Day 1: Setting Up the Memoir Project
Date: June 7, 2025
Today I started work on Memoir, my OCaml-based static site generator. The goal is to build a minimalist yet powerful system that can render my writing with excellent performance while giving me complete control over the output.
Morning: Project Structure
Started the day by planning the project structure. Decided on a simple but effective organization:
memoir/
├── bin/ # Executable entry points
├── lib/ # Core library code
│ ├── content/ # Content handling
│ ├── templates/ # HTML templates
│ └── types/ # Type definitions
├── test/ # Test suite
└── static/ # Static assets
Created the initial dune project structure with:
$ dune init project memoir
Afternoon: Core Dependencies
Selected the core dependencies:
- Dream: For the development server
- TyXML: For type-safe HTML generation
- Omd: For Markdown parsing
- Yojson: For JSON config handling
Added these to the dune file and created the initial project structure.
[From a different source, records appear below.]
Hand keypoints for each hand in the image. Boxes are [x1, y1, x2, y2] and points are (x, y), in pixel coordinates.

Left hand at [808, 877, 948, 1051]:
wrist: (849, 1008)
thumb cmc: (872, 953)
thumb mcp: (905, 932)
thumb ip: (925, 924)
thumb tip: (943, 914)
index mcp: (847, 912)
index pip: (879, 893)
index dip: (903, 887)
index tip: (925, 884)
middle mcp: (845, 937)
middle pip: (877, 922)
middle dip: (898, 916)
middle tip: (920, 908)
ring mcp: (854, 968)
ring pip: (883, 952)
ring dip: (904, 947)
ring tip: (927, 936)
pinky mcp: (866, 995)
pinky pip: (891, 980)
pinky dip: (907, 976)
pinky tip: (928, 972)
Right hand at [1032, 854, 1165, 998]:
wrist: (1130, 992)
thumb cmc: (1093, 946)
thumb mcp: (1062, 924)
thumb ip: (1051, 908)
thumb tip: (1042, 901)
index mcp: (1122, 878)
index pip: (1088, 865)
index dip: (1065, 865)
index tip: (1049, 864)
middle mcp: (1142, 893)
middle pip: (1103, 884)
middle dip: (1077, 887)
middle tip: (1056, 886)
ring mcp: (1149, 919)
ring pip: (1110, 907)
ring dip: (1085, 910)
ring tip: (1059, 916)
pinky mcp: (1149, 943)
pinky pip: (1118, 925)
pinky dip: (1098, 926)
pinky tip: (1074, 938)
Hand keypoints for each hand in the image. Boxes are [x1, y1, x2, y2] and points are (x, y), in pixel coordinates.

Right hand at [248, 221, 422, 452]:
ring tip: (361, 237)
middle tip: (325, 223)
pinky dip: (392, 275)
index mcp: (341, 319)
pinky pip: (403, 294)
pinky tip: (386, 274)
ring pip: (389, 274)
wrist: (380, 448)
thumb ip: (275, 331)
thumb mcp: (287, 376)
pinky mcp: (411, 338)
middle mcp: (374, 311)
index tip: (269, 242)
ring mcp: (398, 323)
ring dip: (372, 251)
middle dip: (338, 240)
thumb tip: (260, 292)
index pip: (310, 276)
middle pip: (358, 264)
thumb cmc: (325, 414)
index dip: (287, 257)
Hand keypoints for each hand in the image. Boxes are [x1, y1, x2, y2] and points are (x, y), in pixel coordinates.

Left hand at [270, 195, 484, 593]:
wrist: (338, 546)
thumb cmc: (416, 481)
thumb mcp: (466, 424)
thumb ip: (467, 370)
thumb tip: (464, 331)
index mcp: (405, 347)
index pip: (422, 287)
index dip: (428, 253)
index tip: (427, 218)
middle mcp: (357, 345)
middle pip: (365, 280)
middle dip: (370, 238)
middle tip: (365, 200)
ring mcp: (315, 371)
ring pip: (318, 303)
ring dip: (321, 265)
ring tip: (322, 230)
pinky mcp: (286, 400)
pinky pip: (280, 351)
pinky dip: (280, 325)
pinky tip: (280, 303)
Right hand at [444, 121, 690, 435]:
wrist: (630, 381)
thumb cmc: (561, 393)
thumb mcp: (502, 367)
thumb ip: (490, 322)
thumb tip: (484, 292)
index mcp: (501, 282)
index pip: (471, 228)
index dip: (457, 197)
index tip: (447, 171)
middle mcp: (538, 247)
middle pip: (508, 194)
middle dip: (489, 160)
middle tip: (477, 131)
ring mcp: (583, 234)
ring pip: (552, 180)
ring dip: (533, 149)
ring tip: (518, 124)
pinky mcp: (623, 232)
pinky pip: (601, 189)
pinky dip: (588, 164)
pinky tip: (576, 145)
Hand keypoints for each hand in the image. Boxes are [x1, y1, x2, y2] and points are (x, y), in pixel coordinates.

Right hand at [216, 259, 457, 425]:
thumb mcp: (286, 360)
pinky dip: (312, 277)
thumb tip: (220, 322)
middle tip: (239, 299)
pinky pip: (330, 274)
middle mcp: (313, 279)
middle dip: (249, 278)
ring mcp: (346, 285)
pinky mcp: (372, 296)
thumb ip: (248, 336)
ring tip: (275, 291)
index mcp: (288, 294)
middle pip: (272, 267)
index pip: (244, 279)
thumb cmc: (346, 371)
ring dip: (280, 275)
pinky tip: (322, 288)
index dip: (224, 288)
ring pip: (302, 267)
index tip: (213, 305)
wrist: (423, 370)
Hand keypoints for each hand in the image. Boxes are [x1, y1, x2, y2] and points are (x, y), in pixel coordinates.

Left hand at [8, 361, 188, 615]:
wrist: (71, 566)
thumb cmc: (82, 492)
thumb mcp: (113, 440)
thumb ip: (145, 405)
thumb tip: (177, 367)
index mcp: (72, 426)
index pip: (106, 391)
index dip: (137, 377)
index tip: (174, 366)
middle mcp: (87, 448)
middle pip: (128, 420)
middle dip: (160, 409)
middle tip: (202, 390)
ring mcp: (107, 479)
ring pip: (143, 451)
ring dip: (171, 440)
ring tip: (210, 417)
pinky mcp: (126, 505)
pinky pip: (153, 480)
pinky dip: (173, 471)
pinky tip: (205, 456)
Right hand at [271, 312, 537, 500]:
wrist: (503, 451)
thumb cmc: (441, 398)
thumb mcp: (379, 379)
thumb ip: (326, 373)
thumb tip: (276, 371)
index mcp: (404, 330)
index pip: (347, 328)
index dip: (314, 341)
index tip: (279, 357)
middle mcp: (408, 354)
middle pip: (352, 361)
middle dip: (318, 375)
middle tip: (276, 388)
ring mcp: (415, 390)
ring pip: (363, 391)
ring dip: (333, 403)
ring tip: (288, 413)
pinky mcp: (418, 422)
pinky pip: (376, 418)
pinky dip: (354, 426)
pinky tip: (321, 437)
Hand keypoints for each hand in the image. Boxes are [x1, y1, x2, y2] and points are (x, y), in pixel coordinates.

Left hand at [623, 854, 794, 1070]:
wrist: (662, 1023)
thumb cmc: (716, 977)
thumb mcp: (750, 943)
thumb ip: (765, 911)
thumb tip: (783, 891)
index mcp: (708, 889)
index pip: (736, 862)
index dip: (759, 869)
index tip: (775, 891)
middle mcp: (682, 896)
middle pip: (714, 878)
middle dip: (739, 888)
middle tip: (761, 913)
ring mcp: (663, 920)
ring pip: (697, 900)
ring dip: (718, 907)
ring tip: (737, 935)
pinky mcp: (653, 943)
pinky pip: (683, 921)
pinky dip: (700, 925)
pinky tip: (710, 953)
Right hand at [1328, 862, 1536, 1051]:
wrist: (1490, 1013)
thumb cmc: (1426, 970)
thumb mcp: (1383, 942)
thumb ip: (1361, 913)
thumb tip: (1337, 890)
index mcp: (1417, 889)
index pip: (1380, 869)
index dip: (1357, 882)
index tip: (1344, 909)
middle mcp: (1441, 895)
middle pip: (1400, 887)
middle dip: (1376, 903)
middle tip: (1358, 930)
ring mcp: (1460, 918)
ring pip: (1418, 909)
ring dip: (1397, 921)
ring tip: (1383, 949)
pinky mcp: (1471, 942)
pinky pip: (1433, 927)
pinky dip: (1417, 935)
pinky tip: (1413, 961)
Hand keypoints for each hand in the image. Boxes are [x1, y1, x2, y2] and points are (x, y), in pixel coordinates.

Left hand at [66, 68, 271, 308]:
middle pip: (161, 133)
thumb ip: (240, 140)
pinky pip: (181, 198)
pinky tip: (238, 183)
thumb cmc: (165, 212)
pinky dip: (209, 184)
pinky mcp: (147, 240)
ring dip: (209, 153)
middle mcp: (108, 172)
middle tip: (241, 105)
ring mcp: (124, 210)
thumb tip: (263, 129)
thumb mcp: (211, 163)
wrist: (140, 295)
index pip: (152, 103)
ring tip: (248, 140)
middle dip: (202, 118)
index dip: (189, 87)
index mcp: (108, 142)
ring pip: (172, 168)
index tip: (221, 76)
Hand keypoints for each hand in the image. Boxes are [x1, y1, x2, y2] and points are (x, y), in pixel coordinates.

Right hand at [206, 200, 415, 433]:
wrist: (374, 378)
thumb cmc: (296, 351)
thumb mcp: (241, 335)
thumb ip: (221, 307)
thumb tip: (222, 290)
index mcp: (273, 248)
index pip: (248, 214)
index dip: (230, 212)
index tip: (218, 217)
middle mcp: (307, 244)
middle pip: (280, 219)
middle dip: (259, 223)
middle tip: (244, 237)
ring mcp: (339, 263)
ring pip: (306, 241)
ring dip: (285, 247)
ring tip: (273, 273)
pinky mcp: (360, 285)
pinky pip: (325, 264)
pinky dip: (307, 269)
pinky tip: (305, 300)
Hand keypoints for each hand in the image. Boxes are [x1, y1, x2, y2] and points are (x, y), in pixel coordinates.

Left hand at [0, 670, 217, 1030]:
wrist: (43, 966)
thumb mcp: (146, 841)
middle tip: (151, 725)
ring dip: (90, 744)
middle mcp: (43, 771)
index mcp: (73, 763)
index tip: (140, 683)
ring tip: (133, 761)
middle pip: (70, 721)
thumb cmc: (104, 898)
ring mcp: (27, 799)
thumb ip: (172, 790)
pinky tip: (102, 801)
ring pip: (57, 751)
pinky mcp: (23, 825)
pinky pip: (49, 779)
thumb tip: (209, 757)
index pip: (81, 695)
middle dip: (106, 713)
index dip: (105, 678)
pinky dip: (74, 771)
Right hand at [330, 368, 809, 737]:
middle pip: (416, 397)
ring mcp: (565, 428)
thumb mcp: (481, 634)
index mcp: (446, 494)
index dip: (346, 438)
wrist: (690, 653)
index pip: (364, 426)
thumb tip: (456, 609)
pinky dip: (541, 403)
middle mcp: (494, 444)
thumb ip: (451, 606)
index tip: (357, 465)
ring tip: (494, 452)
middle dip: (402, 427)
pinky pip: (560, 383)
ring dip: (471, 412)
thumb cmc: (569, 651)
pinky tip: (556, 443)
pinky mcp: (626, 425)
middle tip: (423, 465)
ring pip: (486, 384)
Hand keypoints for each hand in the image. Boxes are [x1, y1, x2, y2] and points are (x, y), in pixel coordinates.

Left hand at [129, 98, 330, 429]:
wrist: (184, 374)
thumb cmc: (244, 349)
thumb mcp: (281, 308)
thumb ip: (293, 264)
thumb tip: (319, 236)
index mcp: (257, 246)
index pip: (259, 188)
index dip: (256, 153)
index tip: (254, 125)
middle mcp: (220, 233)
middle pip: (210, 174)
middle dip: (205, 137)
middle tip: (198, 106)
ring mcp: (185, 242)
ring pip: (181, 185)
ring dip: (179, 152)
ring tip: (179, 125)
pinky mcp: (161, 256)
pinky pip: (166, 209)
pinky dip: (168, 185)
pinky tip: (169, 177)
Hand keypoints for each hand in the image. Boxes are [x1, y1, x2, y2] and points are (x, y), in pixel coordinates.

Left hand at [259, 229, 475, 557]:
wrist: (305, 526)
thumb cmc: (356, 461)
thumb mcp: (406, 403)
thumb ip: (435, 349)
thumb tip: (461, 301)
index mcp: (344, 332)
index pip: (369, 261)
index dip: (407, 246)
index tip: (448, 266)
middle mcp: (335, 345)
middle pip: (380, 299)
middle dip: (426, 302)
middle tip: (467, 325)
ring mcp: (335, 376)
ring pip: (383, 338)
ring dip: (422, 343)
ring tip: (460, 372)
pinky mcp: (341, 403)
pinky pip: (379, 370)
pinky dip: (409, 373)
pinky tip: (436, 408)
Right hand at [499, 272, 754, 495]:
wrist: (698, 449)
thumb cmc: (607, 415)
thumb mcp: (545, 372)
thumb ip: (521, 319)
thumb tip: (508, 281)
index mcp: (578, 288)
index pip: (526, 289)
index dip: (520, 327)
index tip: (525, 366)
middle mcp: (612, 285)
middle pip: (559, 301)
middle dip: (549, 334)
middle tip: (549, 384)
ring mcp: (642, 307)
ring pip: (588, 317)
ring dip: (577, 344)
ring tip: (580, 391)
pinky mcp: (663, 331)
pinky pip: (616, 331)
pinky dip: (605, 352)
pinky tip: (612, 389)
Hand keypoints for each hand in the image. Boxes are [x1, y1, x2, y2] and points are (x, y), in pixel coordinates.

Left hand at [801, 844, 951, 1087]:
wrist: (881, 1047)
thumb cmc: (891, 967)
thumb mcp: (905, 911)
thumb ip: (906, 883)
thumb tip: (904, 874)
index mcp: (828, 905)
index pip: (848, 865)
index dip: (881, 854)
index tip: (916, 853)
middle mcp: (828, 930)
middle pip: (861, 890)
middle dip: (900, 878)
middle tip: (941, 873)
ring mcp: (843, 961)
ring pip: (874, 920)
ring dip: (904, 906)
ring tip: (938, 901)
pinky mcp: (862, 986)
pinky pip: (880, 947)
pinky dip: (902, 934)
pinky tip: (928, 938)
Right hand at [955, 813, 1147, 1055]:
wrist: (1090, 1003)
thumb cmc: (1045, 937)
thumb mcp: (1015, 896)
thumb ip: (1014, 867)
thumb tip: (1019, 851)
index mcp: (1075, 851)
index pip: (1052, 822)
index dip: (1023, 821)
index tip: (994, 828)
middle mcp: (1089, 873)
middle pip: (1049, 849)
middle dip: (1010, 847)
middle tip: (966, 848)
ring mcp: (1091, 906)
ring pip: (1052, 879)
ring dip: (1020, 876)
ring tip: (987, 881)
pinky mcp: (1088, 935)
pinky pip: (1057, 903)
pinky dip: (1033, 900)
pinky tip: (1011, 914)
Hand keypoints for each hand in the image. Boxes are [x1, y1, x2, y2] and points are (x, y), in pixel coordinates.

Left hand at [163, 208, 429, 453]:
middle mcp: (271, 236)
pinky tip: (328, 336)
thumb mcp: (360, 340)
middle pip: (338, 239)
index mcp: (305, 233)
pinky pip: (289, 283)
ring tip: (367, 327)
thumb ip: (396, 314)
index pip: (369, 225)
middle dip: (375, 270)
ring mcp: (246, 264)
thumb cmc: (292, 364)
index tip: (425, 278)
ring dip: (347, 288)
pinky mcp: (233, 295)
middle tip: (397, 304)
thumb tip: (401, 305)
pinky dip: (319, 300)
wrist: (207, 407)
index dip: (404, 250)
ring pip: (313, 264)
Ran into some issues with Omd version compatibility but resolved by pinning to a specific version.
Evening: First Templates
Started implementing the basic templates system using TyXML. It feels very satisfying to have type safety while generating HTML! Writing the header component was particularly interesting:
(** Header component for all pages *)
module Header = struct
(** Complete header component *)
let make ?(show_logo = true) () =
let open Html in
header
~a:[ a_class [ "site-header" ] ]
[
div
~a:[ a_class [ "container" ]; a_class [ "header-container" ] ]
[
(if show_logo then logo () else span []);
nav_toggle ();
navigation ();
];
]
end
Key Learnings
- TyXML has a steeper learning curve than I expected, but the benefits of type safety are already apparent
- OCaml's module system is perfect for organizing UI components
- Need to decide on a better approach for handling frontmatter in Markdown files
Tomorrow's Plan
- Implement the Markdown parser with frontmatter extraction
- Begin work on the routing system
- Set up the initial CSS with a theme toggle feature
Day 1 complete! Making steady progress and enjoying the process.